SYDNEY: The world’s top pharmaceutical companies on Wednesday told an Australian parliamentary hearing they were compliant with local and international laws, despite claims they are charging higher prices to minimise tax.
Australia and other nations have been increasing their efforts to crackdown on profit-shifting by multinational firms that use complex structures to lower their tax bills in some jurisdictions.
The structures include “transfer pricing” where goods and services are sold within different entities in an international company.
Firms allegedly use high transfer prices, close to retail prices, in higher-tax jurisdictions to minimise the amount of profit generated. The lower profit reduces the amount of tax paid.

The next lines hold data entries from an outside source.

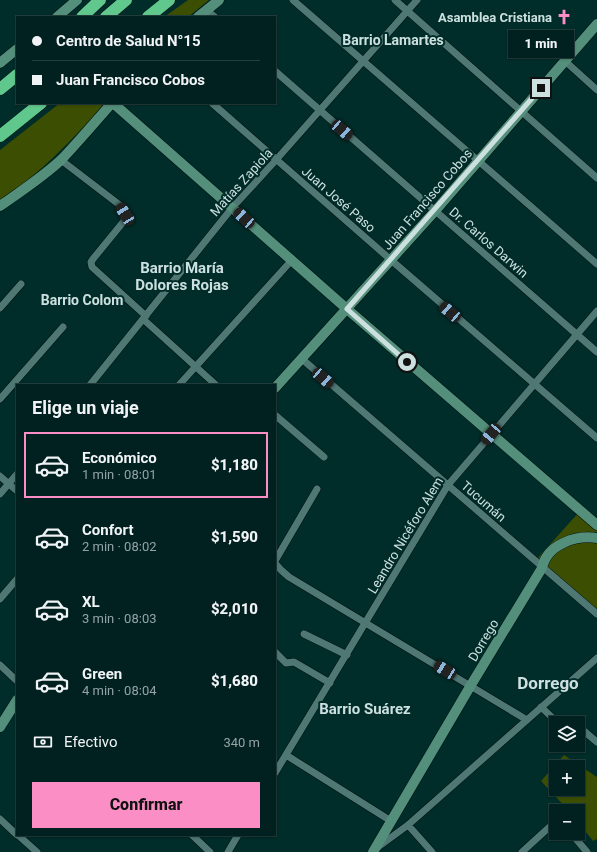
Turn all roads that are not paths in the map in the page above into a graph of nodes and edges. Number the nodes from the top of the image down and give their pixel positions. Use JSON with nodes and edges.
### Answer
{"nodes":[{"id":1,"x":78,"y":0,"type":"edge"},
{"id":2,"x":100,"y":0,"type":"edge"},
{"id":3,"x":126,"y":0,"type":"edge"},
{"id":4,"x":171,"y":0,"type":"edge"},
{"id":5,"x":220,"y":0,"type":"edge"},
{"id":6,"x":293,"y":0,"type":"edge"},
{"id":7,"x":395,"y":0,"type":"edge"},
{"id":8,"x":416,"y":0,"type":"edge"},
{"id":9,"x":206,"y":10,"type":"junction"},
{"id":10,"x":407,"y":11,"type":"junction"},
{"id":11,"x":58,"y":16,"type":"edge"},
{"id":12,"x":83,"y":16,"type":"edge"},
{"id":13,"x":107,"y":16,"type":"edge"},
{"id":14,"x":149,"y":16,"type":"edge"},
{"id":15,"x":199,"y":16,"type":"edge"},
{"id":16,"x":214,"y":16,"type":"edge"},
{"id":17,"x":597,"y":24,"type":"edge"},
{"id":18,"x":16,"y":50,"type":"edge"},
{"id":19,"x":363,"y":60,"type":"junction"},
{"id":20,"x":565,"y":61,"type":"junction"},
{"id":21,"x":0,"y":63,"type":"edge"},
{"id":22,"x":276,"y":72,"type":"edge"},
{"id":23,"x":16,"y":76,"type":"edge"},
{"id":24,"x":16,"y":86,"type":"edge"},
{"id":25,"x":0,"y":89,"type":"edge"},
{"id":26,"x":597,"y":90,"type":"edge"},
{"id":27,"x":0,"y":99,"type":"edge"},
{"id":28,"x":41,"y":104,"type":"edge"},
{"id":29,"x":111,"y":104,"type":"edge"},
{"id":30,"x":113,"y":104,"type":"edge"},
{"id":31,"x":213,"y":104,"type":"edge"},
{"id":32,"x":320,"y":110,"type":"junction"},
{"id":33,"x":521,"y":112,"type":"junction"},
{"id":34,"x":0,"y":136,"type":"edge"},
{"id":35,"x":60,"y":160,"type":"junction"},
{"id":36,"x":276,"y":160,"type":"junction"},
{"id":37,"x":478,"y":160,"type":"junction"},
{"id":38,"x":597,"y":178,"type":"edge"},
{"id":39,"x":0,"y":206,"type":"edge"},
{"id":40,"x":232,"y":208,"type":"junction"},
{"id":41,"x":434,"y":211,"type":"junction"},
{"id":42,"x":390,"y":260,"type":"junction"},
{"id":43,"x":291,"y":261,"type":"junction"},
{"id":44,"x":597,"y":264,"type":"edge"},
{"id":45,"x":21,"y":284,"type":"dead end"},
{"id":46,"x":0,"y":308,"type":"edge"},
{"id":47,"x":347,"y":309,"type":"junction"},
{"id":48,"x":597,"y":311,"type":"edge"},
{"id":49,"x":145,"y":317,"type":"junction"},
{"id":50,"x":63,"y":327,"type":"dead end"},
{"id":51,"x":577,"y":335,"type":"junction"},
{"id":52,"x":597,"y":352,"type":"edge"},
{"id":53,"x":302,"y":359,"type":"junction"},
{"id":54,"x":195,"y":366,"type":"junction"},
{"id":55,"x":91,"y":384,"type":"edge"},
{"id":56,"x":180,"y":384,"type":"edge"},
{"id":57,"x":215,"y":384,"type":"edge"},
{"id":58,"x":534,"y":385,"type":"junction"},
{"id":59,"x":276,"y":387,"type":"edge"},
{"id":60,"x":0,"y":399,"type":"edge"},
{"id":61,"x":276,"y":415,"type":"edge"},
{"id":62,"x":491,"y":434,"type":"junction"},
{"id":63,"x":597,"y":438,"type":"edge"},
{"id":64,"x":324,"y":457,"type":"dead end"},
{"id":65,"x":16,"y":475,"type":"edge"},
{"id":66,"x":0,"y":476,"type":"edge"},
{"id":67,"x":9,"y":484,"type":"junction"},
{"id":68,"x":448,"y":485,"type":"junction"},
{"id":69,"x":317,"y":489,"type":"dead end"},
{"id":70,"x":16,"y":490,"type":"edge"},
{"id":71,"x":0,"y":494,"type":"edge"},
{"id":72,"x":597,"y":525,"type":"edge"},
{"id":73,"x":597,"y":538,"type":"edge"},
{"id":74,"x":276,"y":560,"type":"edge"},
{"id":75,"x":276,"y":563,"type":"edge"},
{"id":76,"x":542,"y":568,"type":"junction"},
{"id":77,"x":16,"y":580,"type":"edge"},
{"id":78,"x":0,"y":599,"type":"edge"},
{"id":79,"x":597,"y":614,"type":"edge"},
{"id":80,"x":366,"y":623,"type":"junction"},
{"id":81,"x":304,"y":634,"type":"dead end"},
{"id":82,"x":276,"y":653,"type":"edge"},
{"id":83,"x":347,"y":655,"type":"junction"},
{"id":84,"x":597,"y":658,"type":"edge"},
{"id":85,"x":0,"y":666,"type":"edge"},
{"id":86,"x":16,"y":680,"type":"edge"},
{"id":87,"x":330,"y":683,"type":"junction"},
{"id":88,"x":471,"y":685,"type":"junction"},
{"id":89,"x":16,"y":702,"type":"edge"},
{"id":90,"x":542,"y":707,"type":"junction"},
{"id":91,"x":551,"y":716,"type":"edge"},
{"id":92,"x":527,"y":720,"type":"junction"},
{"id":93,"x":0,"y":727,"type":"edge"},
{"id":94,"x":585,"y":732,"type":"edge"},
{"id":95,"x":597,"y":742,"type":"edge"},
{"id":96,"x":286,"y":755,"type":"junction"},
{"id":97,"x":276,"y":771,"type":"edge"},
{"id":98,"x":0,"y":820,"type":"edge"},
{"id":99,"x":391,"y":821,"type":"junction"},
{"id":100,"x":408,"y":825,"type":"junction"},
{"id":101,"x":549,"y":827,"type":"edge"},
{"id":102,"x":16,"y":834,"type":"edge"},
{"id":103,"x":18,"y":836,"type":"edge"},
{"id":104,"x":193,"y":836,"type":"edge"},
{"id":105,"x":237,"y":836,"type":"edge"},
{"id":106,"x":577,"y":840,"type":"edge"},
{"id":107,"x":375,"y":850,"type":"edge"},
{"id":108,"x":37,"y":852,"type":"edge"},
{"id":109,"x":210,"y":852,"type":"edge"},
{"id":110,"x":228,"y":852,"type":"edge"},
{"id":111,"x":432,"y":852,"type":"edge"},
{"id":112,"x":522,"y":852,"type":"edge"},
{"id":113,"x":587,"y":852,"type":"edge"}],
"edges":[{"from":1,"to":11,"type":"street"},
{"from":2,"to":12,"type":"highway"},
{"from":3,"to":13,"type":"highway"},
{"from":4,"to":14,"type":"highway"},
{"from":5,"to":9,"type":"street"},
{"from":6,"to":19,"type":"street"},
{"from":7,"to":10,"type":"street"},
{"from":8,"to":10,"type":"street","name":"Matías Zapiola"},
{"from":9,"to":15,"type":"street"},
{"from":9,"to":16,"type":"street"},
{"from":10,"to":19,"type":"street","name":"Matías Zapiola"},
{"from":10,"to":33,"type":"street"},
{"from":17,"to":20,"type":"street","name":"Juan Francisco Cobos"},
{"from":18,"to":21,"type":"street"},
{"from":19,"to":32,"type":"street","name":"Matías Zapiola"},
{"from":19,"to":37,"type":"street"},
{"from":20,"to":26,"type":"street"},
{"from":20,"to":33,"type":"street","name":"Juan Francisco Cobos"},
{"from":22,"to":32,"type":"street","name":"Dr. Carlos Darwin"},
{"from":23,"to":25,"type":"highway"},
{"from":24,"to":27,"type":"highway"},
{"from":28,"to":34,"type":"highway"},
{"from":29,"to":35,"type":"street"},
{"from":30,"to":40,"type":"street"},
{"from":31,"to":36,"type":"street","name":"Juan José Paso"},
{"from":32,"to":36,"type":"street","name":"Matías Zapiola"},
{"from":32,"to":41,"type":"street","name":"Dr. Carlos Darwin"},
{"from":33,"to":37,"type":"street","name":"Juan Francisco Cobos"},
{"from":33,"to":38,"type":"street"},
{"from":35,"to":39,"type":"street"},
{"from":35,"to":49,"type":"street"},
{"from":36,"to":40,"type":"street","name":"Matías Zapiola"},
{"from":36,"to":42,"type":"street","name":"Juan José Paso"},
{"from":37,"to":41,"type":"street","name":"Juan Francisco Cobos"},
{"from":37,"to":44,"type":"street"},
{"from":40,"to":43,"type":"street"},
{"from":40,"to":49,"type":"street","name":"Matías Zapiola"},
{"from":41,"to":42,"type":"street","name":"Juan Francisco Cobos"},
{"from":41,"to":51,"type":"street","name":"Dr. Carlos Darwin"},
{"from":42,"to":47,"type":"street","name":"Juan Francisco Cobos"},
{"from":42,"to":58,"type":"street","name":"Juan José Paso"},
{"from":43,"to":47,"type":"street"},
{"from":43,"to":54,"type":"street"},
{"from":45,"to":46,"type":"street"},
{"from":47,"to":53,"type":"street","name":"Juan Francisco Cobos"},
{"from":47,"to":62,"type":"street"},
{"from":48,"to":51,"type":"street","name":"Leandro Nicéforo Alem"},
{"from":49,"to":54,"type":"street"},
{"from":49,"to":55,"type":"street","name":"Matías Zapiola"},
{"from":50,"to":60,"type":"street"},
{"from":51,"to":52,"type":"street","name":"Dr. Carlos Darwin"},
{"from":51,"to":58,"type":"street","name":"Leandro Nicéforo Alem"},
{"from":53,"to":59,"type":"street","name":"Juan Francisco Cobos"},
{"from":53,"to":68,"type":"street","name":"Tucumán"},
{"from":54,"to":56,"type":"street"},
{"from":54,"to":57,"type":"street"},
{"from":58,"to":62,"type":"street","name":"Leandro Nicéforo Alem"},
{"from":58,"to":63,"type":"street","name":"Juan José Paso"},
{"from":61,"to":64,"type":"street"},
{"from":62,"to":68,"type":"street","name":"Leandro Nicéforo Alem"},
{"from":62,"to":72,"type":"street"},
{"from":65,"to":67,"type":"street"},
{"from":66,"to":67,"type":"street"},
{"from":67,"to":70,"type":"street"},
{"from":67,"to":71,"type":"street"},
{"from":68,"to":76,"type":"street","name":"Tucumán"},
{"from":68,"to":80,"type":"street","name":"Leandro Nicéforo Alem"},
{"from":69,"to":74,"type":"street"},
{"from":73,"to":76,"type":"street","name":"Dorrego"},
{"from":75,"to":80,"type":"street"},
{"from":76,"to":79,"type":"street","name":"Tucumán"},
{"from":76,"to":88,"type":"street","name":"Dorrego"},
{"from":77,"to":78,"type":"street"},
{"from":80,"to":83,"type":"street","name":"Leandro Nicéforo Alem"},
{"from":80,"to":88,"type":"street"},
{"from":81,"to":83,"type":"street"},
{"from":82,"to":87,"type":"street"},
{"from":83,"to":87,"type":"street","name":"Leandro Nicéforo Alem"},
{"from":84,"to":90,"type":"street","name":"Dorrego"},
{"from":85,"to":86,"type":"street"},
{"from":87,"to":96,"type":"street","name":"Leandro Nicéforo Alem"},
{"from":88,"to":92,"type":"street"},
{"from":88,"to":99,"type":"street","name":"Dorrego"},
{"from":89,"to":93,"type":"street"},
{"from":90,"to":91,"type":"street"},
{"from":90,"to":92,"type":"street","name":"Dorrego"},
{"from":92,"to":100,"type":"street","name":"Dorrego"},
{"from":94,"to":95,"type":"street"},
{"from":96,"to":97,"type":"street","name":"Leandro Nicéforo Alem"},
{"from":96,"to":99,"type":"street"},
{"from":98,"to":102,"type":"street"},
{"from":99,"to":107,"type":"street","name":"Dorrego"},
{"from":100,"to":107,"type":"street","name":"Dorrego"},
{"from":100,"to":111,"type":"street"},
{"from":101,"to":112,"type":"street"},
{"from":103,"to":108,"type":"street"},
{"from":104,"to":109,"type":"street"},
{"from":105,"to":110,"type":"street"},
{"from":106,"to":113,"type":"street"}]}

Hearing chair Senator Sam Dastyari said the nine firms fronting the committee collectively made Aus$8.0 billion (US$6.1bn) annual revenue in Australia.

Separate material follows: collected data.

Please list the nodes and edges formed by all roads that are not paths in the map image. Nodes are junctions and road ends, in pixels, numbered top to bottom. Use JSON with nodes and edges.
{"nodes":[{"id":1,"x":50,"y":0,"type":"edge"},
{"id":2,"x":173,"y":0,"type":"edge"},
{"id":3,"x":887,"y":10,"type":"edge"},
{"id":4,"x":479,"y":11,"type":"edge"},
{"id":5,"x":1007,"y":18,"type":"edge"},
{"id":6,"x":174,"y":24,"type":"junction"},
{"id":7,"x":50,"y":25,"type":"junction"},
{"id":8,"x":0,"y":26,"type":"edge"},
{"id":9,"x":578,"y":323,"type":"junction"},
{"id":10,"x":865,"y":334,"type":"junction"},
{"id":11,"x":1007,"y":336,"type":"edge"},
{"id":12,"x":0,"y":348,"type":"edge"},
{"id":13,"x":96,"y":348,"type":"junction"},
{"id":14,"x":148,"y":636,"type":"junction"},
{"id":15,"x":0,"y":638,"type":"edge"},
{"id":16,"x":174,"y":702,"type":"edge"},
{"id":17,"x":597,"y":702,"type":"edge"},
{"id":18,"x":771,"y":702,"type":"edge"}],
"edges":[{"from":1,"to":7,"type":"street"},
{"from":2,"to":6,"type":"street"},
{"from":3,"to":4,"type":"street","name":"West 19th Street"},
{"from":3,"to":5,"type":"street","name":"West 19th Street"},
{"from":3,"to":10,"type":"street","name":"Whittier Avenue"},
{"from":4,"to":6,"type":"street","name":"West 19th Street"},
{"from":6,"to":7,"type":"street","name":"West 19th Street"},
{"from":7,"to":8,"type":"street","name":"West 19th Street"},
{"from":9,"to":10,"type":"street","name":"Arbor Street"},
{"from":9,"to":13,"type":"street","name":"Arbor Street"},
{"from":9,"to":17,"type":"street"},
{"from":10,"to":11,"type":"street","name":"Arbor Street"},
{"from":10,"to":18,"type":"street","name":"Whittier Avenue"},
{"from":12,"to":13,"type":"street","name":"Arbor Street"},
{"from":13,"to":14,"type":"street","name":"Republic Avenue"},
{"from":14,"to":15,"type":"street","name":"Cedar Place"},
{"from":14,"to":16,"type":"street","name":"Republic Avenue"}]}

They also received more than Aus$3.5bn from taxpayer-subsidies through the government’s Pharmaceutical Benefits Scheme, which helps lower the cost of medicines for Australians, but only paid tax of US$85 million collectively last year.
Senior executives from the local subsidiaries of the firms — including Pfizer, AstraZeneca, GlaxoSmithKline (GSK) and Johnson & Johnson — told the hearing in Sydney they were meeting their tax obligations and transfer-pricing agreements under domestic and international regulations.
But they could not say how much other countries were being charged for their drugs compared to Australia when questioned.